Где-то слышим громкоговоритель. Париж сдан без боя. Кровавым следом остается в сердце каждый шаг победителей на Елисейских полях. В кафе хозяин раздает старый коньяк. Кто хочет? Берите! Не оставлю немцам. Десять бутылок погружают на место моего мешка в наш грузовичок. Впредь они будут служить мне сиденьем. Не задерживайтесь! В дорогу! Дальше, скорее, скорее!! В темноте усталые люди падают, забывают свои вещи, не находят свою машину, теряют друг друга. У некоторых кончился бензин, десятки рук тут же молча сбрасывают в канаву обессилевшие автомобили — сразу можно продвинуться на несколько метров! Опять льет дождь. Холодно. Поток беженцев все так же медлителен и бесконечен. Сидеть на бутылках в одном и том же положении много часов становится невыносимым. Встать, расправиться невозможно. Зацепившись за что-то впотьмах, наши велосипедисты падают. Марат ранен. Брат, с детства не ездивший на велосипеде, молчит, но ясно, что он больше не может. Решено остановиться. Под дождем, прямо на асфальте, я тут же засыпаю.
На рассвете все промокли, иззябли, едва живы. Брат и Марат не могут пошевельнуться. Наперекор всем законам физики, их умудряются запихнуть в наш грузовичок. Коньяк из Шартра, поглощаемый в бесконтрольном количестве, помогает всем согреться и даже увидеть жизнь в розовом свете. Что с того, что немецкие самолеты висят над нашими головами, что с боковых дорог пытаются втиснуться в наш бедлам английские войска? Откуда? Куда? Где немцы? Ясно, что близко, но никто не знает, где именно. Что же с того? Мы распеваем…
В Ножэн ле Ротру немецкие самолеты настигают нас врасплох на вокзале. В рекордный срок от него остаются рожки да ножки. Одноэтажный вокзал был ветх — он рассыпался, а мы уцелели.
Этот эпизод оказался только началом. В тот день, кружась над дорогой, немецкие «мессершмитты» шесть раз снижались, почти задевая деревья, и расстреливали беженцев из пулеметов. Появлялись они стремительно и неожиданно. Нужно было вмиг бросаться в кусты, поле или канаву, предварительно затолкнув туда не очень поворотливую бабушку.
После третьего налета она потеряла рассудок. Лежа в канаве, было нелегко убедить ее в том, что она не дома и не может пойти на кухню приготовить чай.

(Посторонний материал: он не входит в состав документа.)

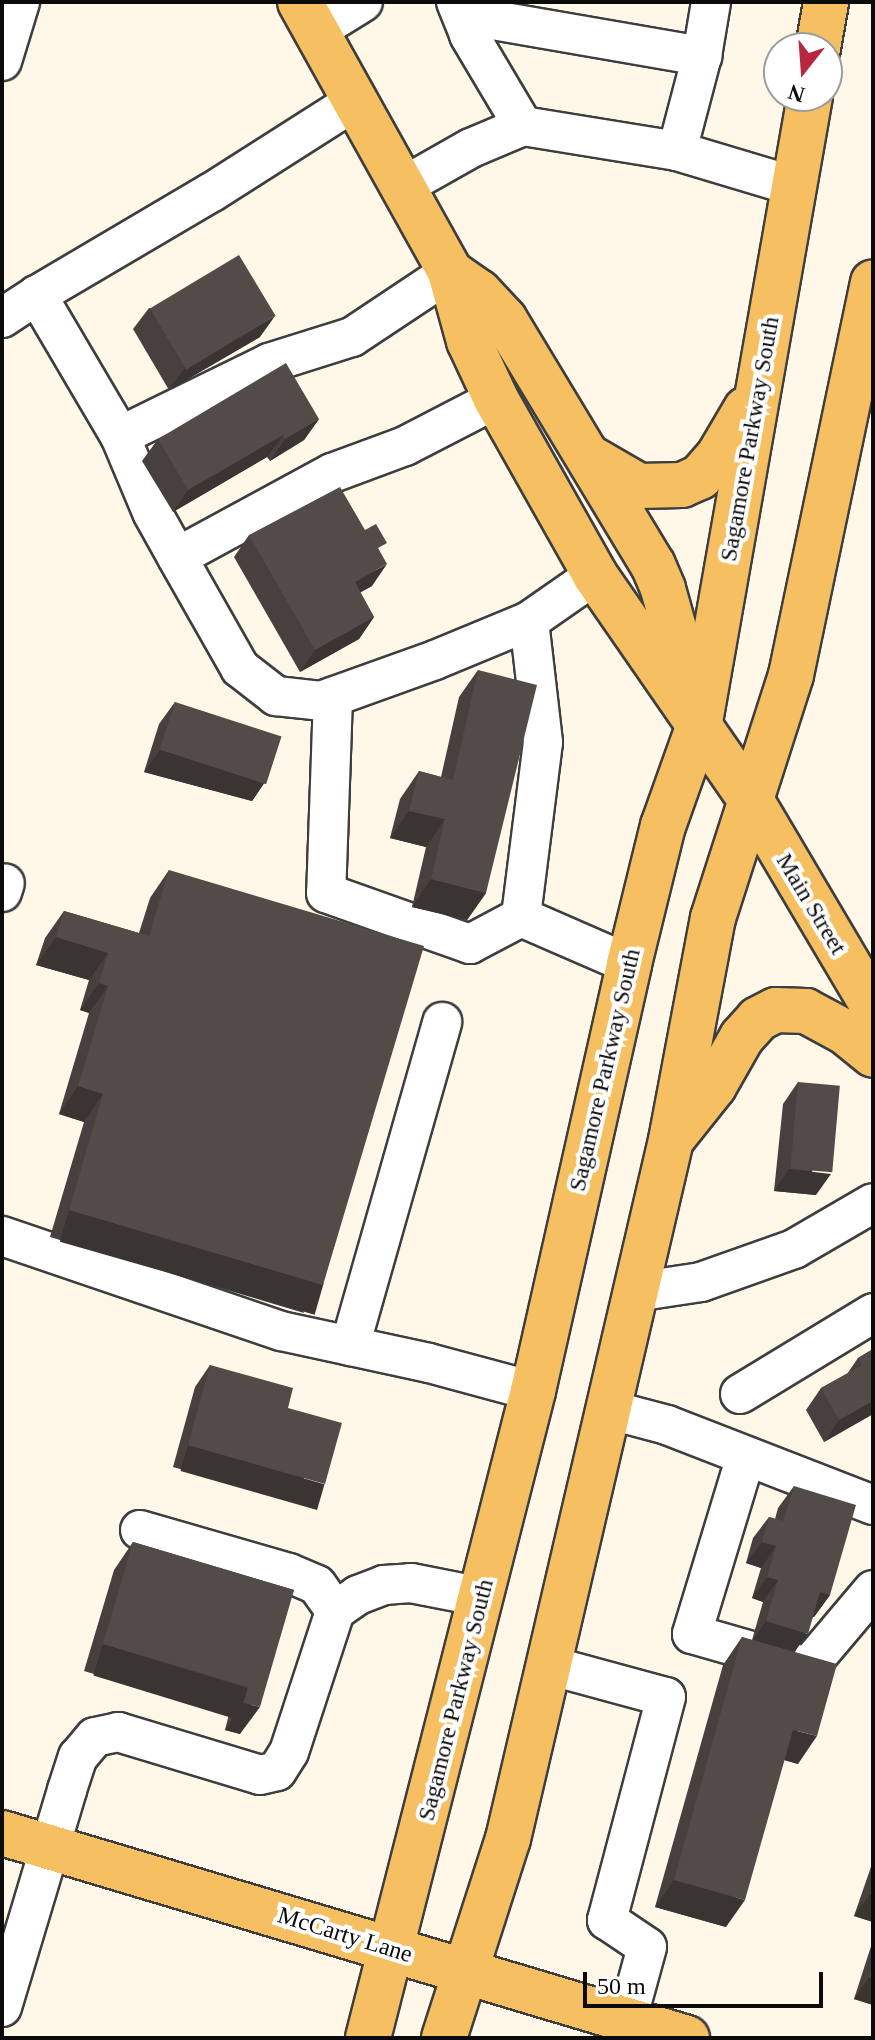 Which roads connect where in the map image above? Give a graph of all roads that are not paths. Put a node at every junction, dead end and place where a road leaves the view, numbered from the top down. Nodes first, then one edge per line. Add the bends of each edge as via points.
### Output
1 (20, 2) edge
2 (363, 2) edge
3 (711, 2) edge
4 (826, 2) edge
5 (460, 8) edge
6 (308, 16) edge
7 (821, 32) edge
8 (702, 56) junction
9 (2, 61) edge
10 (355, 101) junction
11 (807, 112) edge
12 (523, 126) junction
13 (677, 151) junction
14 (794, 186) junction
15 (402, 187) junction
16 (450, 272) junction
17 (873, 282) edge
18 (37, 295) junction
19 (2, 318) edge
20 (760, 378) junction
21 (496, 399) junction
22 (120, 436) junction
23 (586, 455) junction
24 (177, 557) junction
25 (595, 575) junction
26 (529, 621) junction
27 (333, 697) junction
28 (700, 722) junction
29 (751, 800) junction
30 (521, 917) junction
31 (629, 964) junction
32 (873, 1006) edge
33 (442, 1022) dead end
34 (873, 1055) edge
35 (671, 1140) junction
36 (873, 1203) edge
37 (2, 1236) edge
38 (635, 1292) junction
39 (873, 1313) edge
40 (350, 1346) junction
41 (533, 1391) junction
42 (740, 1394) dead end
43 (607, 1409) junction
44 (746, 1456) junction
45 (873, 1505) edge
46 (140, 1530) dead end
47 (873, 1590) edge
48 (482, 1597) junction
49 (335, 1611) junction
50 (548, 1665) junction
51 (2, 1833) edge
52 (48, 1847) junction
53 (393, 1949) junction
54 (467, 1971) junction
55 (2, 2007) edge
56 (659, 2031) edge
57 (368, 2038) edge
58 (444, 2038) edge

1 - 9 lane
2 - 6 lane
3 - 8 lane
4 - 7 main road
5 - 8 lane
5 - 12 lane via 469,35
6 - 10 main road
8 - 13 lane
10 - 15 main road
10 - 18 lane
11 - 14 main road, Sagamore Parkway South
12 - 13 lane
12 - 15 lane
13 - 14 lane
14 - 20 main road, Sagamore Parkway South
15 - 16 main road
16 - 21 main road, Main Street via 469,341
16 - 22 lane via 352,337 269,363
16 - 23 main road via 505,320
17 - 29 main road via 791,675
18 - 19 lane
18 - 22 lane
20 - 23 main road via 719,455 700,477 682,485 639,486
20 - 28 main road, Sagamore Parkway South
21 - 24 lane via 405,446 332,473
21 - 25 main road, Main Street
22 - 24 lane
23 - 28 main road via 653,565
24 - 27 lane via 240,668 276,696 321,701
25 - 26 lane
25 - 28 main road, Main Street
26 - 27 lane
26 - 30 lane via 543,742
27 - 30 lane via 326,893 470,944
28 - 29 main road, Main Street
28 - 31 main road, Sagamore Parkway South via 663,826
29 - 32 main road, Main Street
29 - 35 main road via 713,918
30 - 31 lane
31 - 41 main road, Sagamore Parkway South
33 - 40 lane
34 - 35 main road via 806,1011 776,1010 758,1019 742,1037 714,1086
35 - 38 main road
36 - 38 lane via 794,1249 701,1282
37 - 40 lane via 281,1331
38 - 43 main road
39 - 42 lane
40 - 41 lane
41 - 48 main road, Sagamore Parkway South
43 - 44 lane via 667,1425
43 - 50 main road
44 - 45 lane
44 - 47 lane via 692,1634 808,1667
46 - 49 lane via 289,1573 317,1585
48 - 49 lane via 411,1583 384,1585
48 - 53 main road, Sagamore Parkway South
49 - 52 lane via 289,1752 277,1771 260,1775 118,1732 95,1737 78,1757
50 - 54 main road via 508,1839
50 - 56 lane via 666,1697 607,1920 647,1947
51 - 52 main road, McCarty Lane
52 - 53 main road, McCarty Lane
52 - 55 lane
53 - 54 main road, McCarty Lane
53 - 57 main road, Sagamore Parkway South
54 - 56 main road, McCarty Lane
54 - 58 main road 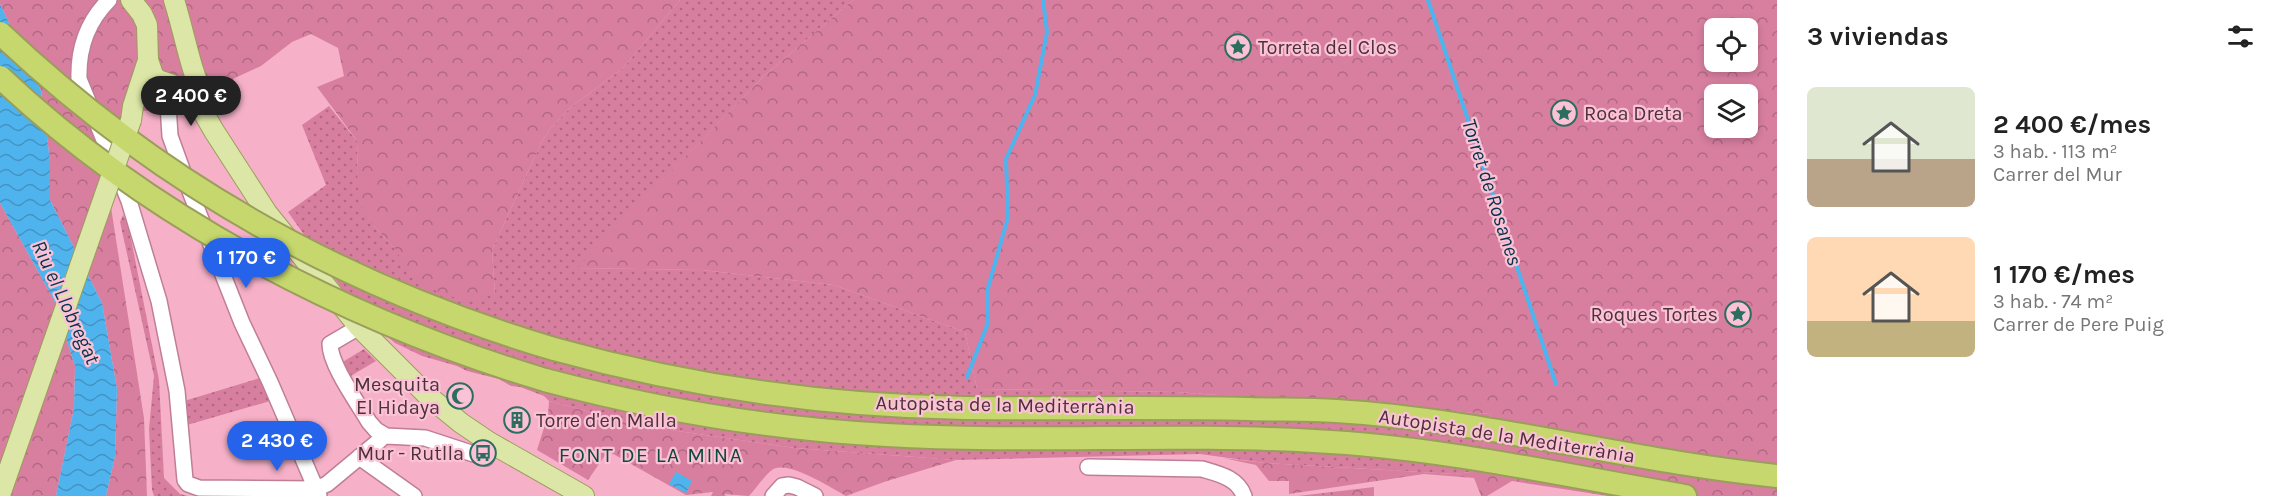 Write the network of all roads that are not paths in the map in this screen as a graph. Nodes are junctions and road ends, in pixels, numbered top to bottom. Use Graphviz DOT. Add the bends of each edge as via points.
graph roads {
  1 [pos="109,0"];
  2 [pos="131,0"];
  3 [pos="174,0"];
  4 [pos="0,33"];
  5 [pos="148,60"];
  6 [pos="191,63"];
  7 [pos="0,77"];
  8 [pos="169,85"];
  9 [pos="131,120"];
  10 [pos="225,146"];
  11 [pos="359,327"];
  12 [pos="380,440"];
  13 [pos="359,457"];
  14 [pos="486,458"];
  15 [pos="1088,467"];
  16 [pos="1777,476"];
  17 [pos="237,492"];
  18 [pos="317,493"];
  19 [pos="0,495"];
  20 [pos="414,496"];
  21 [pos="584,496"];
  22 [pos="773,496"];
  23 [pos="815,496"];
  24 [pos="1244,496"];
  25 [pos="1685,496"];
  1 -- 17 [label="street" via="95,15 84,37 80,79 129,201 159,301 177,391 186,480 199,488"];
  2 -- 5 [label="main road" via="147,25"];
  3 -- 6 [label="main road"];
  4 -- 16 [label="highway, Autopista de la Mediterrània, bridge" via="30,62 179,177 322,259 456,318 554,350 643,373 711,386 866,403 961,408 1335,411 1494,429 1646,458"];
  5 -- 8 [label="main road" via="153,75"];
  5 -- 9 [label="main road"];
  6 -- 8 [label="main road" via="184,79"];
  6 -- 10 [label="main road"];
  7 -- 25 [label="highway, Autopista de la Mediterrània, bridge" via="111,168 226,243 369,317 488,363 545,380 671,410 767,425 887,435 1317,441 1487,460"];
  8 -- 9 [label="main road" via="148,96"];
  8 -- 10 [label="main road" via="195,98"];
  8 -- 18 [label="street" via="170,136 191,194 242,323"];
  9 -- 19 [label="main road, bridge"];
  10 -- 11 [label="main road" via="267,213"];
  11 -- 14 [label="street" via="330,344 330,348 376,430 386,436 425,438"];
  11 -- 21 [label="main road" via="461,423"];
  12 -- 13 [label="street"];
  13 -- 18 [label="street"];
  13 -- 20 [label="street"];
  15 -- 24 [label="street" via="1202,469 1233,481"];
  17 -- 18 [label="street"];
  22 -- 23 [label="street" via="782,486 789,485"];
} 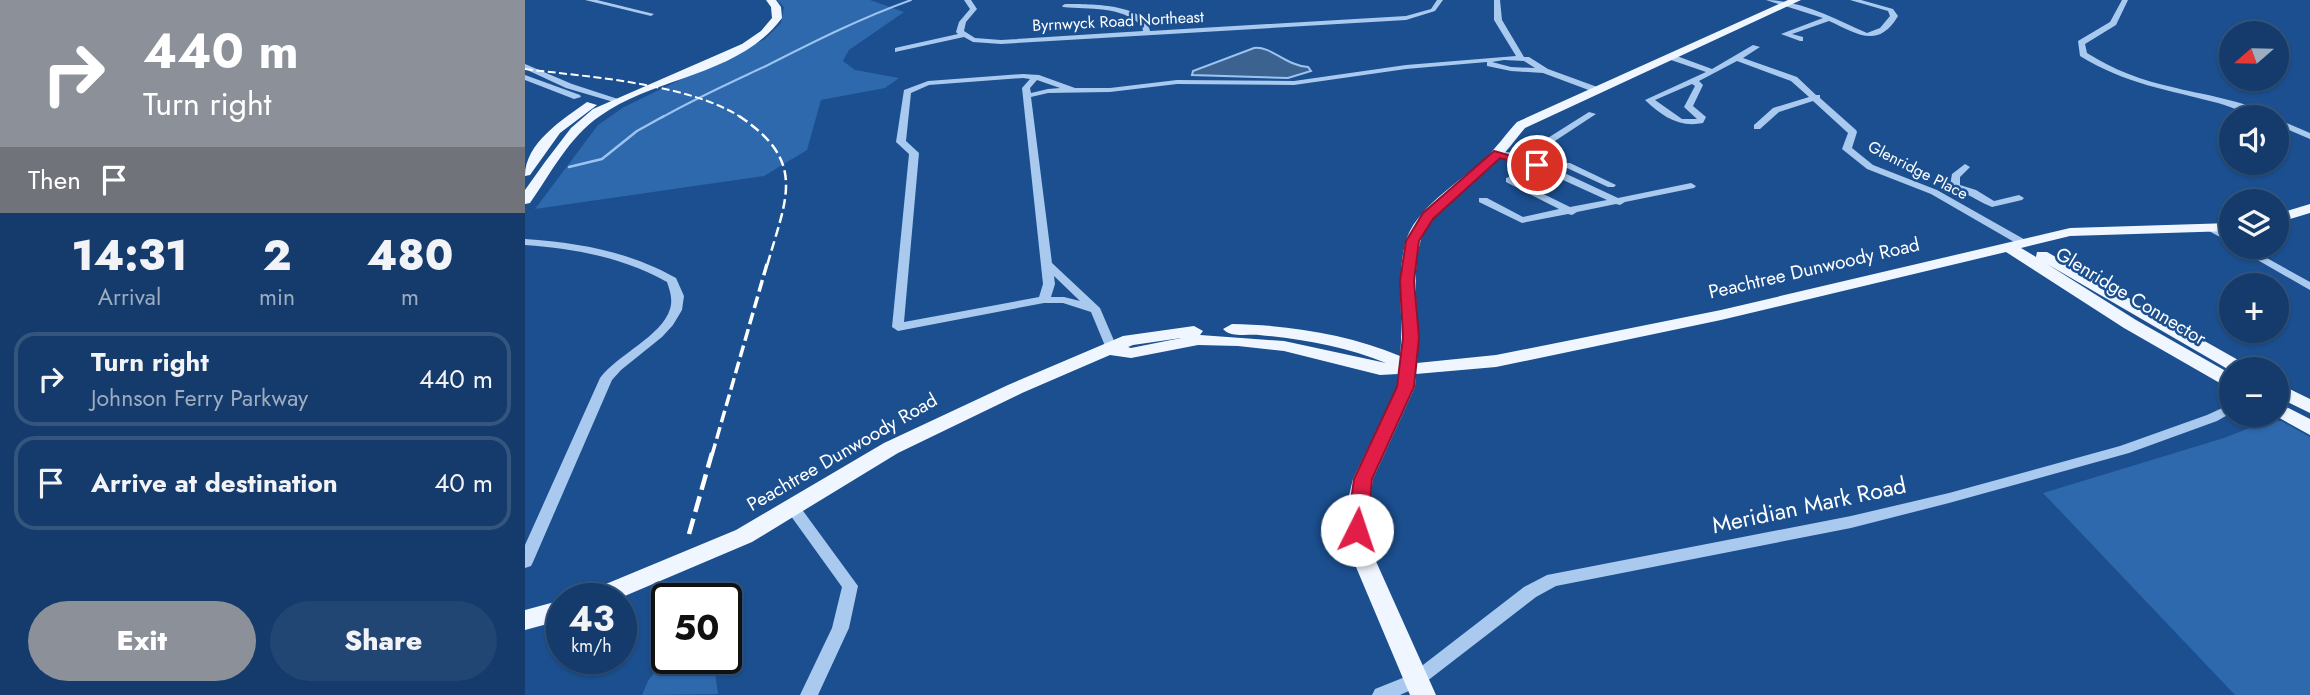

Седьмой налет был самым серьезным. Мы не успели разбежаться и распластались на дороге носом в асфальт. Пули свистели отчаянно близко.
По странному устройству моей нервной системы, мне в критические моменты делается страшно только тогда, когда все уже позади. Поначалу страх не доходит до сознания («недоразвитая», — говорила бабушка в сердцах). Лежа, я увидела черного котенка. Необходимо убрать! А то еще раздавят, и вообще, черная кошка поперек дороги — дурная примета! Я залезла под чью-то машину… Когда все утихло, я сорвала на память уцелевшую рядом со мной в щели асфальта ромашку. Она была символом жизни. Последний, и самый сильный шок вернул бабушке сознание.